Despite these contributions, this study also opens avenues for further research. First, during the propensity score estimation process, we employed gradient boosting algorithm to complement the low predictive power of the commonly used logistic regression model; however, we were still unable to achieve a satisfactory F1-score. A low F1-score in the propensity score model could indicate the poor classification of treatment assignment, leading to inaccurate matching between treated and control units. This could weaken covariate balance, violates the ignorability assumption, and results in biased estimates of the treatment effect. However, this limitation inevitably arose due to the restricted availability of covariate data, and it is expected to be overcome in the future as more comprehensive data become available. Second, the results suggest that the policy effects of smart factory adoption may vary over time, with short-term benefits emerging more clearly than long-term ones. Future studies should therefore adopt a longitudinal perspective to capture both immediate and delayed policy effects.
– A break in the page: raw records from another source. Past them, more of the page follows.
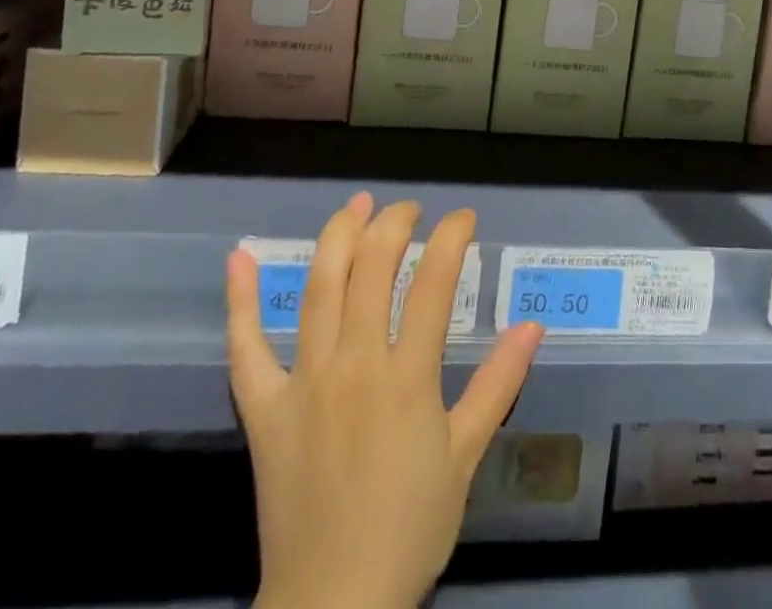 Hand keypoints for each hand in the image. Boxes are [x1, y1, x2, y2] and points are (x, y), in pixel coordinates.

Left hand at [228, 193, 544, 608]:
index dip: (452, 238)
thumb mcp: (465, 456)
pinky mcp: (264, 408)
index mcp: (407, 377)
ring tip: (357, 204)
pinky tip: (239, 258)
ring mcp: (304, 381)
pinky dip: (241, 301)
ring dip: (338, 236)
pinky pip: (246, 347)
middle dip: (395, 224)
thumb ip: (498, 384)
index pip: (434, 282)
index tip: (463, 219)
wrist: (333, 606)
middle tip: (410, 211)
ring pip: (320, 288)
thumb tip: (533, 326)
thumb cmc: (408, 529)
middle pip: (373, 268)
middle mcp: (355, 363) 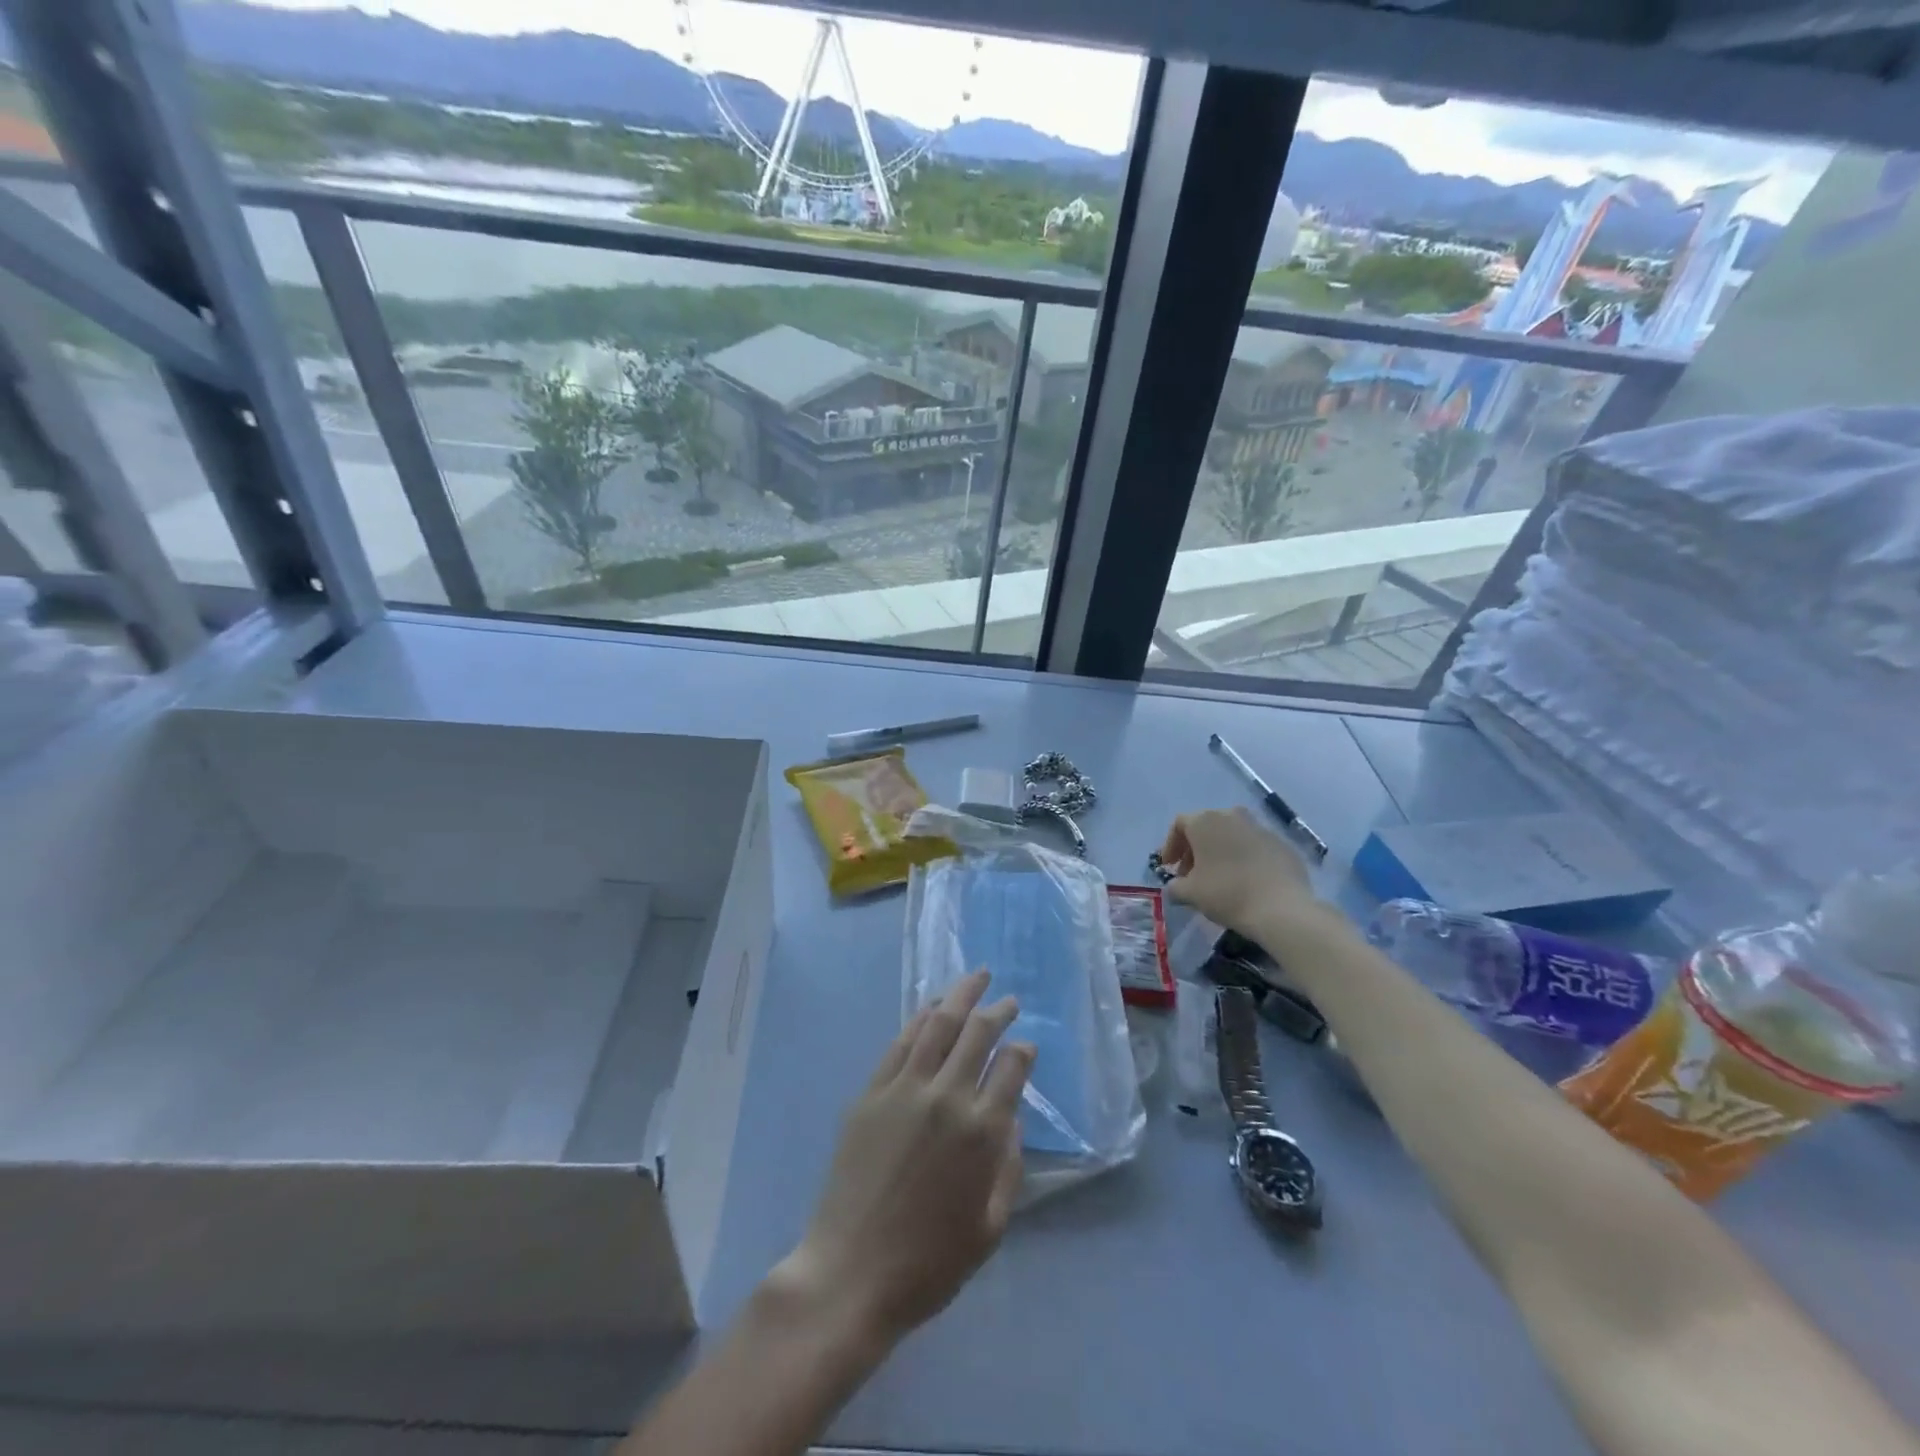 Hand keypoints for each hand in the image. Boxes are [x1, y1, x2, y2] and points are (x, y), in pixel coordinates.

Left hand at [773, 970, 1033, 1348]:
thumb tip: (1012, 1119)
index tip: (1026, 1045)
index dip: (1023, 1051)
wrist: (851, 1272)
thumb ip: (1009, 1167)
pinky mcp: (872, 1091)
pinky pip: (902, 1042)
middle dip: (999, 1011)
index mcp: (982, 1132)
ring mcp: (905, 1089)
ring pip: (939, 1025)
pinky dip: (921, 1018)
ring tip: (977, 978)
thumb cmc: (929, 1263)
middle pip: (978, 1034)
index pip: (1011, 1068)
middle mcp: (947, 1097)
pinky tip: (933, 1008)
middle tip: (1010, 1000)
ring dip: (961, 996)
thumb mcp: (990, 1227)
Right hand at [1158, 807, 1317, 936]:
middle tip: (1191, 875)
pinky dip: (1244, 859)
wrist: (1281, 908)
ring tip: (1218, 878)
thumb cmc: (1227, 893)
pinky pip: (1254, 847)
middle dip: (1195, 849)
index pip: (1179, 824)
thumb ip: (1175, 886)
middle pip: (1206, 827)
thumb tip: (1175, 886)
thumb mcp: (1190, 893)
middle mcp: (1232, 816)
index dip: (1170, 845)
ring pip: (1232, 835)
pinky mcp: (1282, 844)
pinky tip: (1245, 881)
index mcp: (1206, 821)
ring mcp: (1260, 828)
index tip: (1169, 867)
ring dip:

Third, the analysis highlights the importance of securing richer longitudinal datasets and applying more advanced causal inference techniques, such as difference-in-differences or doubly robust estimation methods. Incorporating these approaches would allow researchers to more comprehensively evaluate both the direct and indirect impacts of smart factory policies, thereby providing stronger evidence for refining and sustaining government support programs.